From 6a4e9d6f2c3ab05817db254074e1a525e72f226e Mon Sep 17 00:00:00 2001
From: Eniz Vukovic <eniz_vukovic@hotmail.com>
Date: Sun, 31 Jan 2016 18:45:46 +0100
Subject: [PATCH] Fix example and make echo canceller adjust delay dynamically

---
 README              |  11 +-
 filter_audio.c      |   6 +-
 test/playback_mic.c | 262 ++++++++++++++++++++++++++++----------------
 3 files changed, 182 insertions(+), 97 deletions(-)

diff --git a/README b/README
index 0f660d3..93eaaa5 100644
--- a/README
+++ b/README
@@ -4,5 +4,12 @@ Build and install using make (`sudo make install`).
 
 My code in here is licenced under the same BSD 3-clause license as the code I took from: https://code.google.com/p/webrtc/
 
-To build the test program (you need openal):
-gcc -g3 -Wall -o playback_mic test/playback_mic.c -lopenal -I /usr/include/AL/ *.c agc/*.c ns/*.c aec/*.c other/*.c zam/*.c vad/*.c -lpthread -lm
+To build the test program, you need portaudio (version 19 from their website), libsndfile (you can get it from your distro repositories):
+
+gcc -g3 -Wall -o playback_mic test/playback_mic.c *.c agc/*.c ns/*.c aec/*.c other/*.c zam/*.c vad/*.c -lpthread -lm -lportaudio -lsndfile
+
+To run the test you will need a sample input file in .wav format (like this: https://www.opus-codec.org/examples/samples/speech_orig.wav).
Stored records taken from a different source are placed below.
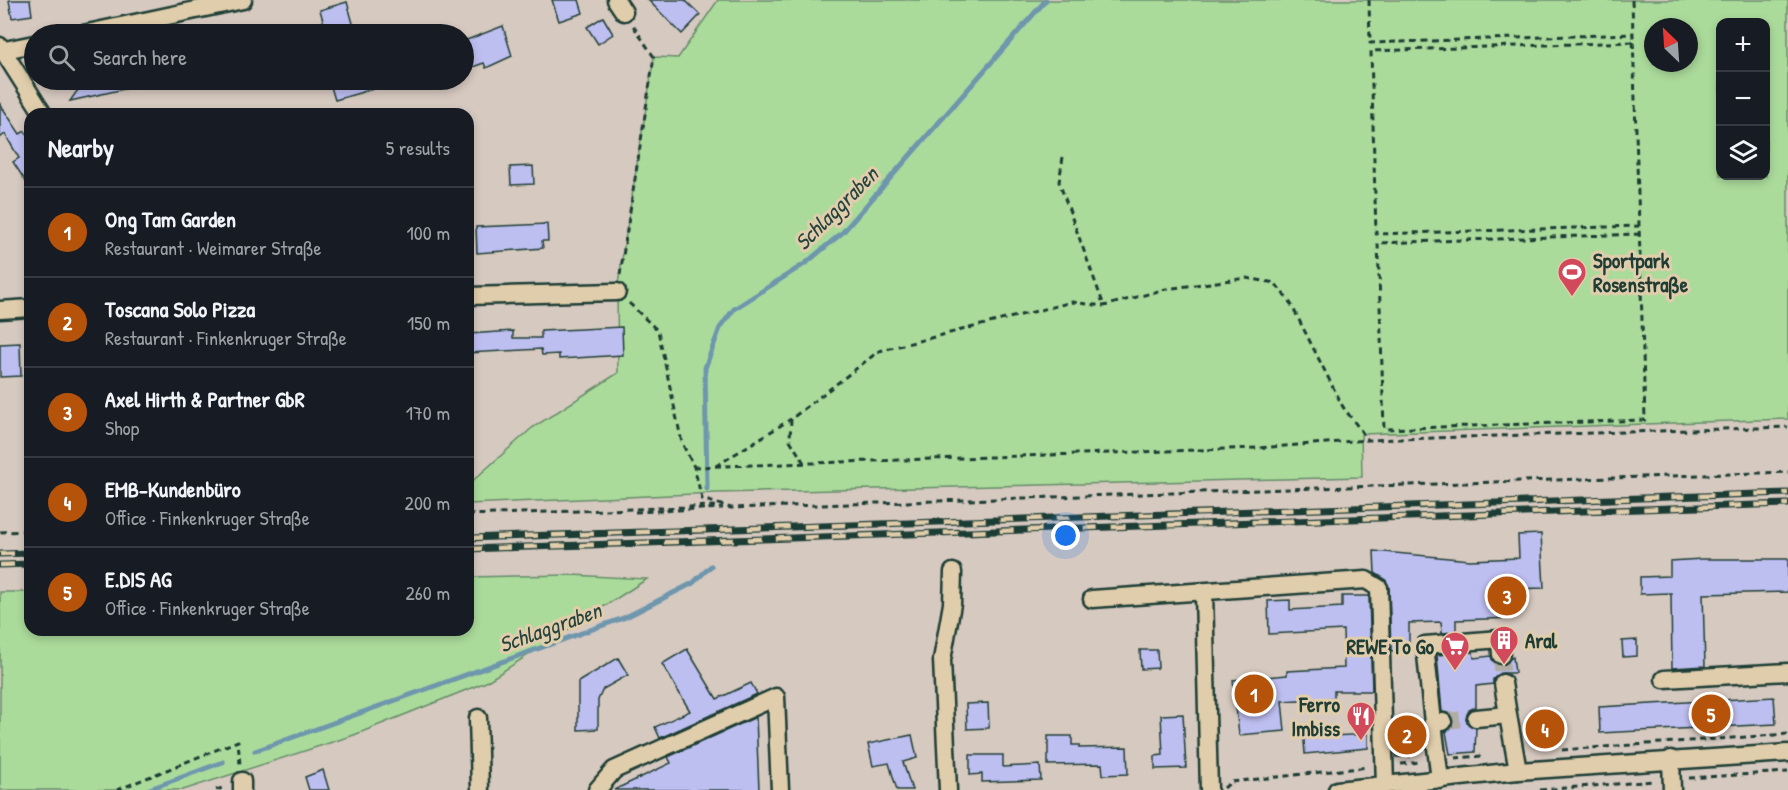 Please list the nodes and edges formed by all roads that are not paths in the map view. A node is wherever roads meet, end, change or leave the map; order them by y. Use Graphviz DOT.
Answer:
graph roads {
  1 [pos="243,0"];
  2 [pos="130,24"];
  3 [pos="24,46"];
  4 [pos="1,49"];
  5 [pos="24,85"];
  6 [pos="27,90"];
  7 [pos="39,108"];
  8 [pos="617,292"];
  9 [pos="474,296"];
  10 [pos="24,308"];
  11 [pos="0,310"];
  12 [pos="953,572"];
  13 [pos="1204,591"];
  14 [pos="1092,599"];
  15 [pos="1501,655"];
  16 [pos="1788,672"];
  17 [pos="1664,679"];
  18 [pos="1503,683"];
  19 [pos="1508,715"];
  20 [pos="478,718"];
  21 [pos="1476,718"];
  22 [pos="1788,753"];
  23 [pos="1671,759"];
  24 [pos="1518,771"];
  25 [pos="1440,780"];
  26 [pos="1473,783"];
  27 [pos="1385,785"];
  28 [pos="480,790"];
  29 [pos="597,790"];
  30 [pos="780,790"];
  31 [pos="948,790"];
  32 [pos="1209,790"];
  33 [pos="1337,790"];
  34 [pos="1672,790"];
  1 -- 2 [label="street"];
  3 -- 4 [label="street"];
  4 -- 5 [label="street"];
  6 -- 7 [label="street"];
  8 -- 9 [label="street"];
  10 -- 11 [label="street"];
  12 -- 31 [label="street"];
  13 -- 14 [label="street"];
  13 -- 27 [label="street"];
  13 -- 32 [label="street"];
  15 -- 25 [label="street"];
  16 -- 17 [label="street"];
  18 -- 19 [label="street"];
  19 -- 21 [label="street"];
  19 -- 24 [label="street"];
  20 -- 28 [label="street"];
  22 -- 23 [label="street"];
  23 -- 24 [label="street"];
  23 -- 34 [label="street"];
  24 -- 26 [label="street"];
  25 -- 26 [label="street"];
  25 -- 27 [label="street"];
  27 -- 33 [label="street"];
  29 -- 30 [label="street"];
}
+The program will exit after the file is played. You should also try to talk while the file is playing to see how it removes the echoes but
+not your voice.
+
+./playback_mic speech_orig.wav [output.wav] # if no output file is presented the default is echoes_removed.wav
diff --git a/filter_audio.c b/filter_audio.c
index 8c1d0b7..d345f88 100644
--- a/filter_audio.c
+++ b/filter_audio.c
@@ -5,6 +5,7 @@
 #include "agc/include/gain_control.h"
 #include "ns/include/noise_suppression_x.h"
 #include "aec/include/echo_cancellation.h"
+#include "aec/aec_core.h"
 #include "vad/include/webrtc_vad.h"
 #include "other/signal_processing_library.h"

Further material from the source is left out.